Today I worked my "occasional job" at the Events Center, where there's a Christian youth conference happening this weekend. The kiosk I work there is situated in the hall right outside the doors of the main auditorium, so we could hear the bands playing -- loud and clear! -- and could step inside and hear the speakers whenever we weren't busy.
Being a Christian youth conference, it definitely had the Christian/church atmosphere. That was a lot different from the last event I worked, which was a secular, business event. And today I realized, it's different from what I'm surrounded by lately.
I've grown up in a "Christian bubble," and even the majority of my adult life has been spent in that bubble. Up until this year, I'd never worked a secular job, but always worked at Christian camps. I went to church, worked at camp, went on mission trips, and all my friends were believers. My "mission field" was the kids who came to camp and the people I served on mission trips.
This fall I started my first retail job. Suddenly I find myself immersed in the real world -- the world where people don't go to church on Sundays, where curse words pepper every conversation, where coworkers talk bad about each other behind their backs, where partying and fake ID's are perfectly acceptable.....and where, unfortunately, I don't talk about Jesus.

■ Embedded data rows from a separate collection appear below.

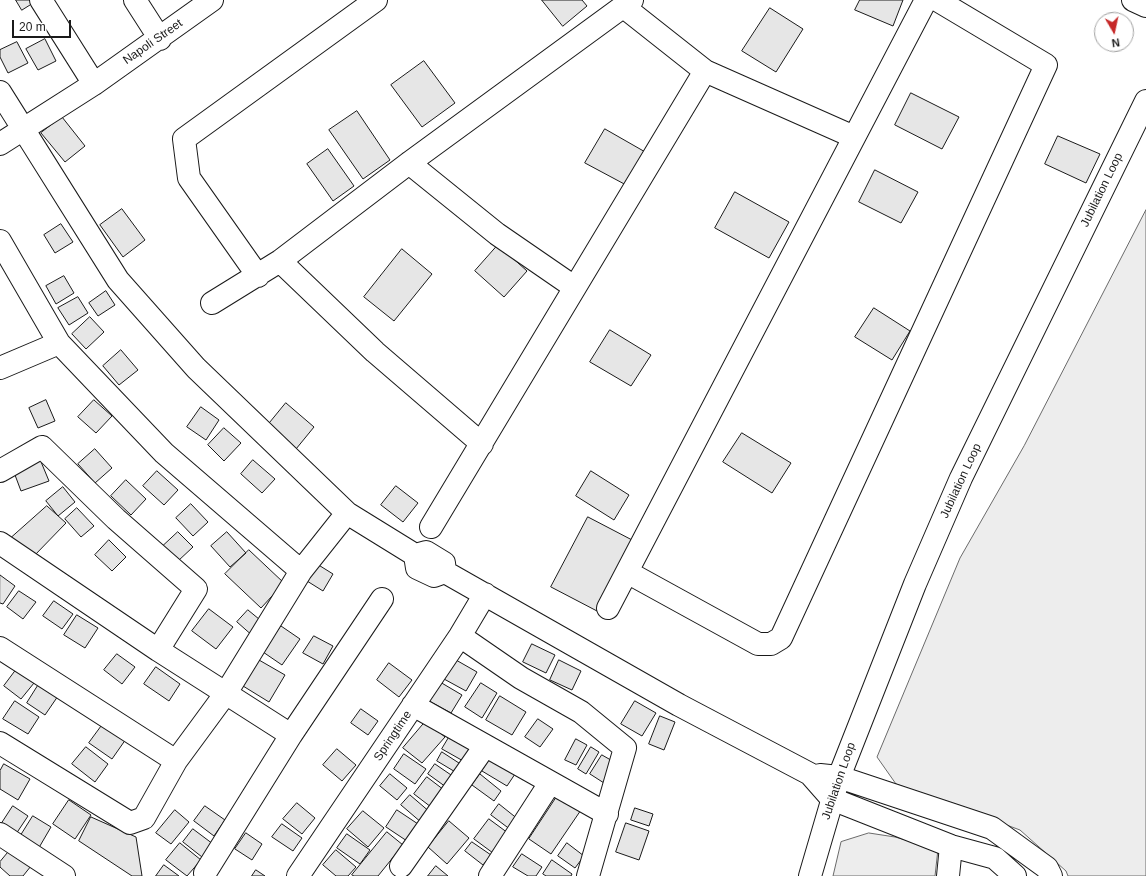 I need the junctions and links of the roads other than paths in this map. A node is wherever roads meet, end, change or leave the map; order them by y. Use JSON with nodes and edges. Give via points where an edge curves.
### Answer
{"nodes":[{"id":1,"x":41,"y":0,"type":"edge"},
{"id":2,"x":135,"y":0,"type":"edge"},
{"id":3,"x":212,"y":0,"type":"edge"},
{"id":4,"x":376,"y":0,"type":"edge"},
{"id":5,"x":926,"y":0,"type":"edge"},
{"id":6,"x":937,"y":0,"type":"edge"},
{"id":7,"x":1133,"y":0,"type":"edge"},
{"id":8,"x":628,"y":4,"type":"edge"},
{"id":9,"x":1146,"y":6,"type":"edge"},
{"id":10,"x":160,"y":39,"type":"junction"},
{"id":11,"x":705,"y":71,"type":"junction"},
{"id":12,"x":94,"y":84,"type":"junction"},
{"id":13,"x":0,"y":92,"type":"edge"},
{"id":14,"x":1146,"y":101,"type":"edge"},
{"id":15,"x":23,"y":128,"type":"junction"},
{"id":16,"x":854,"y":137,"type":"junction"},
{"id":17,"x":0,"y":144,"type":"edge"},
{"id":18,"x":409,"y":163,"type":"junction"},
{"id":19,"x":0,"y":241,"type":"edge"},
{"id":20,"x":280,"y":261,"type":"junction"},
{"id":21,"x":258,"y":276,"type":"junction"},
{"id":22,"x":574,"y":287,"type":"junction"},
{"id":23,"x":212,"y":303,"type":"dead end"},
{"id":24,"x":60,"y":343,"type":"junction"},
{"id":25,"x":0,"y":368,"type":"edge"},
{"id":26,"x":482,"y":444,"type":"junction"},
{"id":27,"x":0,"y":471,"type":"edge"},
{"id":28,"x":347,"y":513,"type":"junction"},
{"id":29,"x":431,"y":527,"type":"dead end"},
{"id":30,"x":0,"y":543,"type":"edge"},
{"id":31,"x":301,"y":571,"type":"junction"},
{"id":32,"x":627,"y":572,"type":"junction"},
{"id":33,"x":485,"y":594,"type":"junction"},
{"id":34,"x":382,"y":599,"type":"dead end"},
{"id":35,"x":608,"y":608,"type":"dead end"},
{"id":36,"x":460,"y":636,"type":"junction"},
{"id":37,"x":0,"y":648,"type":"edge"},
{"id":38,"x":158,"y":650,"type":"junction"},
{"id":39,"x":226,"y":693,"type":"junction"},
{"id":40,"x":413,"y":705,"type":"junction"},
{"id":41,"x":290,"y":735,"type":"junction"},
{"id":42,"x":0,"y":743,"type":"edge"},
{"id":43,"x":485,"y":746,"type":"junction"},
{"id":44,"x":176,"y":762,"type":"junction"},
{"id":45,"x":810,"y":774,"type":"junction"},
{"id":46,"x":839,"y":777,"type":"junction"},
{"id":47,"x":550,"y":783,"type":"junction"},
{"id":48,"x":832,"y":799,"type":"junction"},
{"id":49,"x":606,"y":814,"type":"junction"},
{"id":50,"x":0,"y":834,"type":"edge"},
{"id":51,"x":951,"y":846,"type":"junction"},
{"id":52,"x":401,"y":866,"type":"dead end"},
{"id":53,"x":205,"y":873,"type":"dead end"},
{"id":54,"x":64,"y":876,"type":"edge"},
{"id":55,"x":298,"y":876,"type":"edge"},
{"id":56,"x":490,"y":876,"type":"edge"},
{"id":57,"x":588,"y":876,"type":"edge"},
{"id":58,"x":810,"y":876,"type":"edge"},
{"id":59,"x":948,"y":876,"type":"edge"},
{"id":60,"x":1015,"y":876,"type":"edge"},
{"id":61,"x":1051,"y":876,"type":"edge"}],
"edges":[{"from":1,"to":12,"type":"street"},
{"from":2,"to":10,"type":"street"},
{"from":3,"to":10,"type":"street","name":"Napoli Street"},
{"from":4,"to":21,"type":"street","via":[[184,139],[189,178]]},
{"from":5,"to":16,"type":"street"},
{"from":6,"to":32,"type":"street","via":[[1046,65],[781,638],[771,644],[758,644]]},
{"from":7,"to":9,"type":"street"},
{"from":8,"to":11,"type":"street"},
{"from":8,"to":18,"type":"street"},
{"from":10,"to":12,"type":"street","name":"Napoli Street"},
{"from":11,"to":16,"type":"street"},
{"from":11,"to":22,"type":"street"},
{"from":12,"to":15,"type":"street","name":"Napoli Street"},
{"from":13,"to":15,"type":"street"},
{"from":14,"to":46,"type":"street","name":"Jubilation Loop","via":[[961,478],[915,584]]},
{"from":15,"to":17,"type":"street","name":"Napoli Street"},
{"from":15,"to":28,"type":"street","via":[[118,280],[196,368]]},
{"from":16,"to":32,"type":"street"},
{"from":18,"to":20,"type":"street"},
{"from":18,"to":22,"type":"street","via":[[497,234]]},
{"from":19,"to":24,"type":"street"},
{"from":20,"to":21,"type":"street"},
{"from":20,"to":26,"type":"street","via":[[375,352]]},
{"from":21,"to":23,"type":"street"},
{"from":22,"to":26,"type":"street"},
{"from":24,"to":25,"type":"street"},
{"from":24,"to":31,"type":"street","via":[[164,453]]},
{"from":26,"to":29,"type":"street"},
{"from":27,"to":38,"type":"street","via":[[42,447],[116,519],[196,589]]},
{"from":28,"to":31,"type":"street"},
{"from":28,"to":33,"type":"street","via":[[415,555],[426,552],[444,563],[445,572]]},
{"from":30,"to":38,"type":"street"},
{"from":31,"to":39,"type":"street"},
{"from":32,"to":35,"type":"street"},
{"from":33,"to":36,"type":"street","name":"Springtime"},
{"from":33,"to":45,"type":"street","via":[[679,705]]},
{"from":34,"to":41,"type":"street"},
{"from":36,"to":40,"type":"street","name":"Springtime"},
{"from":36,"to":49,"type":"street","via":[[521,678],[581,712],[625,748]]},
{"from":37,"to":44,"type":"street"},
{"from":38,"to":39,"type":"street"},
{"from":39,"to":41,"type":"street"},
{"from":39,"to":44,"type":"street"},
{"from":40,"to":43,"type":"street"},
{"from":40,"to":55,"type":"street","name":"Springtime"},
{"from":41,"to":53,"type":"street"},
{"from":42,"to":44,"type":"street","via":[[130,823],[144,818]]},
{"from":43,"to":47,"type":"street"},
{"from":43,"to":52,"type":"street"},
{"from":45,"to":46,"type":"street"},
{"from":45,"to":48,"type":"street"},
{"from":46,"to":48,"type":"street","name":"Jubilation Loop"},
{"from":46,"to":61,"type":"street","via":[[992,828],[1047,868]]},
{"from":47,"to":49,"type":"street"},
{"from":47,"to":56,"type":"street"},
{"from":48,"to":51,"type":"street"},
{"from":48,"to":58,"type":"street","name":"Jubilation Loop"},
{"from":49,"to":57,"type":"street"},
{"from":50,"to":54,"type":"street"},
{"from":51,"to":59,"type":"street"},
{"from":51,"to":60,"type":"street","via":[[995,858]]}]}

So today, being at work but in a church-like setting was a bit disorienting. I heard Christian music blaring from the auditorium all day. I saw people -- customers -- walking through the hall singing along to those worship songs. People were friendly and kind and they were carrying Bibles with them. It was the kind of atmosphere where Jesus is "the norm." And it was almost weird to be surrounded by that again, in a place other than church or camp.
So the question is, what is the bridge between these two worlds? In the atmosphere I worked in today, it was normal and expected for everyone to like Jesus and talk about Him and live morally. In the atmosphere I normally work in, at my regular retail job, that's not normal and expected. In fact, that's pretty much just me.
But does that mean I should keep my beliefs to myself and not speak about Jesus?
Does that mean these two worlds -- work and Christian life -- should be so very different?
How do I bridge my faith and my faithless workplace?
How do I bring Jesus to work with me....without being a "typical Christian" and turning people off?